## HOW TO COMPLETE THIS TASK
Every line below that holds "Fairburn" must be copied.

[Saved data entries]
***

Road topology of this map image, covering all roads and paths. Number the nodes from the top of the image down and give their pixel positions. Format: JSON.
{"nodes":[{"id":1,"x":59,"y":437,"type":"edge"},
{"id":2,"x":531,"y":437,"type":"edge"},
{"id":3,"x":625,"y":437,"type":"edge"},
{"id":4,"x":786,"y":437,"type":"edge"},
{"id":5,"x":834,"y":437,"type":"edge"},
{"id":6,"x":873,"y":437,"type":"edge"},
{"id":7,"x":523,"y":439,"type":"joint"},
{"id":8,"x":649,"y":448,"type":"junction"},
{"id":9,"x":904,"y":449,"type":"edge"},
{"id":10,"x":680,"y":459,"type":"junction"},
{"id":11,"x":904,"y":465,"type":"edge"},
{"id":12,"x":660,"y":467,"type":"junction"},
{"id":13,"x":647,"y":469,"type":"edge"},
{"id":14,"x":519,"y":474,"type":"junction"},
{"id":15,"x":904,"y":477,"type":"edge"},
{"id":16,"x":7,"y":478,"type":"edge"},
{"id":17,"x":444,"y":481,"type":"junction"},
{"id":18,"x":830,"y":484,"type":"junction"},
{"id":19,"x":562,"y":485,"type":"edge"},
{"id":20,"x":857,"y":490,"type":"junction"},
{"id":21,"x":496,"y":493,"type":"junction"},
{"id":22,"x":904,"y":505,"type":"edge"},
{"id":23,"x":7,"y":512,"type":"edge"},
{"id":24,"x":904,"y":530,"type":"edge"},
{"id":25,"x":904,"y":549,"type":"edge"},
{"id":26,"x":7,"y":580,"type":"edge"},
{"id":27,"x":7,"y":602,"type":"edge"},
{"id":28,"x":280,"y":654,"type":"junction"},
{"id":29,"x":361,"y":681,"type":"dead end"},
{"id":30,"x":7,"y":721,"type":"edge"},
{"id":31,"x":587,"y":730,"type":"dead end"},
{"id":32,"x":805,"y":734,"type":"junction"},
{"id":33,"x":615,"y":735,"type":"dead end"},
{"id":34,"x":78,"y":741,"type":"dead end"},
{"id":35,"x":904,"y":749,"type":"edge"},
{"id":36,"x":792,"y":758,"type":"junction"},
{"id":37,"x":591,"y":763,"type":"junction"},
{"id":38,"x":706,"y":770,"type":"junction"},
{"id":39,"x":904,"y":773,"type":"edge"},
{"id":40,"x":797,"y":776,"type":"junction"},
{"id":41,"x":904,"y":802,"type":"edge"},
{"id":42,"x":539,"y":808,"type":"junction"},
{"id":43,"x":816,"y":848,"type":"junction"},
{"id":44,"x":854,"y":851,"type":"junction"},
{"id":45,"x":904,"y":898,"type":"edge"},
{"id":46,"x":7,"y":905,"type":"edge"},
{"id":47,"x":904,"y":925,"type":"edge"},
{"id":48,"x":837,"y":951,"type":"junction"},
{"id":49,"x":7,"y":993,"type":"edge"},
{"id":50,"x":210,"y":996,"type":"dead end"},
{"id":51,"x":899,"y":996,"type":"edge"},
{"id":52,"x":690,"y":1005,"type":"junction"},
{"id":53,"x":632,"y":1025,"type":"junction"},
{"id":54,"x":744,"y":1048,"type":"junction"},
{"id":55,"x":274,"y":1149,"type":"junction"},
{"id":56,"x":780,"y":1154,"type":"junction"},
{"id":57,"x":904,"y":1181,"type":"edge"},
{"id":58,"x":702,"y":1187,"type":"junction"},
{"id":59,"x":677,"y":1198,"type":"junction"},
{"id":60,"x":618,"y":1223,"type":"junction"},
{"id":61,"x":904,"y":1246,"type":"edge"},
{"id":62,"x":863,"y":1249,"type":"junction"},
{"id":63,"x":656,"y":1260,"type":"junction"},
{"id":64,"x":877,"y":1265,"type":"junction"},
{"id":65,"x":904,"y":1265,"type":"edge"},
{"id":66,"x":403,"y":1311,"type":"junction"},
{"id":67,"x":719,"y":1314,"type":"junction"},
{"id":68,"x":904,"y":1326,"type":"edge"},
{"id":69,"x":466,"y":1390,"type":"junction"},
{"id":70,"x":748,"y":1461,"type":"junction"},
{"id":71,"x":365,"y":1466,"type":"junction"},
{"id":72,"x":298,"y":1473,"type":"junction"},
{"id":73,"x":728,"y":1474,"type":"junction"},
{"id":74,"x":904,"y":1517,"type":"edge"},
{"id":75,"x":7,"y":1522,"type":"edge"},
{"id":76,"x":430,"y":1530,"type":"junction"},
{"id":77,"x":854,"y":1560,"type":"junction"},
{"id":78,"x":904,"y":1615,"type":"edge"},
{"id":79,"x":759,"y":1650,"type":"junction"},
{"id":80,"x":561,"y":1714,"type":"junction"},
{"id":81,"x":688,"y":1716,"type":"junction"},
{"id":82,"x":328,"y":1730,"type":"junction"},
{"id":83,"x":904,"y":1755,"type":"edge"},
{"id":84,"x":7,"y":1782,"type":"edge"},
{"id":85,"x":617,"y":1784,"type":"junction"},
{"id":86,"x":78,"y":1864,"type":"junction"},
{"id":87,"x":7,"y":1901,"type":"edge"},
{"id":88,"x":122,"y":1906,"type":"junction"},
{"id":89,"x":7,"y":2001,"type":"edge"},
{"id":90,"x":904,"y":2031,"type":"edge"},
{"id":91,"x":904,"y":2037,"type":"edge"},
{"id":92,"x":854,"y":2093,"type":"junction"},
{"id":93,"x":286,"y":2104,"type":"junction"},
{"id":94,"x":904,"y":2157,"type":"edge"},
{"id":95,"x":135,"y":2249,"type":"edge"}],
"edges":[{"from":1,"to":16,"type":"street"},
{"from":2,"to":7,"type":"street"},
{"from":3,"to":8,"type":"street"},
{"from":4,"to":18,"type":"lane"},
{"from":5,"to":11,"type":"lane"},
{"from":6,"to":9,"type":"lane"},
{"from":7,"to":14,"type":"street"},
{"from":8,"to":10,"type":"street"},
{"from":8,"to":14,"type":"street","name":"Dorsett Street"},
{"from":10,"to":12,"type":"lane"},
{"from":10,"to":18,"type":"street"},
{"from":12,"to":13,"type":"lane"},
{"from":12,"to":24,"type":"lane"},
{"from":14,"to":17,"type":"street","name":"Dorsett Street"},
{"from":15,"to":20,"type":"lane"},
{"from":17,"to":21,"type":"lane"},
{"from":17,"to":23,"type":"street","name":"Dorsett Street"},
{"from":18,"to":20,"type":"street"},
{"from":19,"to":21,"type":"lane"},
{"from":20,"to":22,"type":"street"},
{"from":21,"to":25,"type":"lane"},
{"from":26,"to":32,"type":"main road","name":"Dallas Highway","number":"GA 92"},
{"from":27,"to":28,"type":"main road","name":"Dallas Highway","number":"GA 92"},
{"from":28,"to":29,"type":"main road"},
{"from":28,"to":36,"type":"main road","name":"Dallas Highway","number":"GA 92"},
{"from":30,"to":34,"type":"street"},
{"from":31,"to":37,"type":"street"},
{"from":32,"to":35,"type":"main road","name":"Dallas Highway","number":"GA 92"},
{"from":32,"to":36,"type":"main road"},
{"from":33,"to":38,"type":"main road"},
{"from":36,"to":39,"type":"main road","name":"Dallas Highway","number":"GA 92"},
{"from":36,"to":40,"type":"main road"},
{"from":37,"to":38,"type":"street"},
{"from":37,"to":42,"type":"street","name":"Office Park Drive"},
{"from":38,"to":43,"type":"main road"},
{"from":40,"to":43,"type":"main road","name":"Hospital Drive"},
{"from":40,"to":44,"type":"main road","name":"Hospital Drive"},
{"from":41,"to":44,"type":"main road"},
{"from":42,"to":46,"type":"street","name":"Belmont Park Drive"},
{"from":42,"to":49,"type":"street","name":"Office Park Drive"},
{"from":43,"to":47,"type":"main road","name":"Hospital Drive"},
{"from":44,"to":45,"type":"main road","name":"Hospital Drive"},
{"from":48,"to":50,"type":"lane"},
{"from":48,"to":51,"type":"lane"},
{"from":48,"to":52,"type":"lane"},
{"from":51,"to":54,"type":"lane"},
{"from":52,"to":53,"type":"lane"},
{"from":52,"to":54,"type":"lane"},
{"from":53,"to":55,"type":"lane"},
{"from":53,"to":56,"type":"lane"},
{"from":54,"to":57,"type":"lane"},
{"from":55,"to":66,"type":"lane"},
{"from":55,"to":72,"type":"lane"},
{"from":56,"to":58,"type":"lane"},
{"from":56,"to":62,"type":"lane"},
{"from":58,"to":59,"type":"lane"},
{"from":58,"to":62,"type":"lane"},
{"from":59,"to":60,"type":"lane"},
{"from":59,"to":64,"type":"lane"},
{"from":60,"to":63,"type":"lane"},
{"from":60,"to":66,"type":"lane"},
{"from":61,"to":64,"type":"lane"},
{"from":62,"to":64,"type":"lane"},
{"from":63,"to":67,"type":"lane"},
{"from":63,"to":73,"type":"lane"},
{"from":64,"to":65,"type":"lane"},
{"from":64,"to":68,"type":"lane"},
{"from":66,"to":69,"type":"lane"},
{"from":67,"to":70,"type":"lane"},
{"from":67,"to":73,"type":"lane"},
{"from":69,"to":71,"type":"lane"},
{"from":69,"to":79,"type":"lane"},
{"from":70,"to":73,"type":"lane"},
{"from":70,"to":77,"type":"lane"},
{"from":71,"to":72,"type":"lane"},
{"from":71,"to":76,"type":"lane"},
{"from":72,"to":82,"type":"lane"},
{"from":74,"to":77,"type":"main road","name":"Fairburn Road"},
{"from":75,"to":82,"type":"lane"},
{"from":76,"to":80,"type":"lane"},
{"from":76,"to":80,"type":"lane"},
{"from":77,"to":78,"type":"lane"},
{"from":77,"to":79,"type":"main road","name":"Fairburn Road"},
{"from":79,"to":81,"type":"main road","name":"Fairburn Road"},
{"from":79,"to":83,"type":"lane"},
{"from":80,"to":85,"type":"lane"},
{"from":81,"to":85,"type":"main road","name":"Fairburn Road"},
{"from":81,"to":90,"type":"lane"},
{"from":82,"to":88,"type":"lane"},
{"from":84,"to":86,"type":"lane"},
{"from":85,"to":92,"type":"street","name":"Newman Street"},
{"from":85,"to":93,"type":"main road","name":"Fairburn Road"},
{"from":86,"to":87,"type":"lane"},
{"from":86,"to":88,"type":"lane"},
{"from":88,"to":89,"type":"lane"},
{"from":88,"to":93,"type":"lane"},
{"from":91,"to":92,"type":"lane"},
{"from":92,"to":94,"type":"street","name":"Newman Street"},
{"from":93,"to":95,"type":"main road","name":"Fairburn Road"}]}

***

## WRITTEN SOLUTION
{"from":74,"to":77,"type":"main road","name":"Fairburn Road"},
{"from":77,"to":79,"type":"main road","name":"Fairburn Road"},
{"from":79,"to":81,"type":"main road","name":"Fairburn Road"},
{"from":81,"to":85,"type":"main road","name":"Fairburn Road"},
{"from":85,"to":93,"type":"main road","name":"Fairburn Road"},
{"from":93,"to":95,"type":"main road","name":"Fairburn Road"}]}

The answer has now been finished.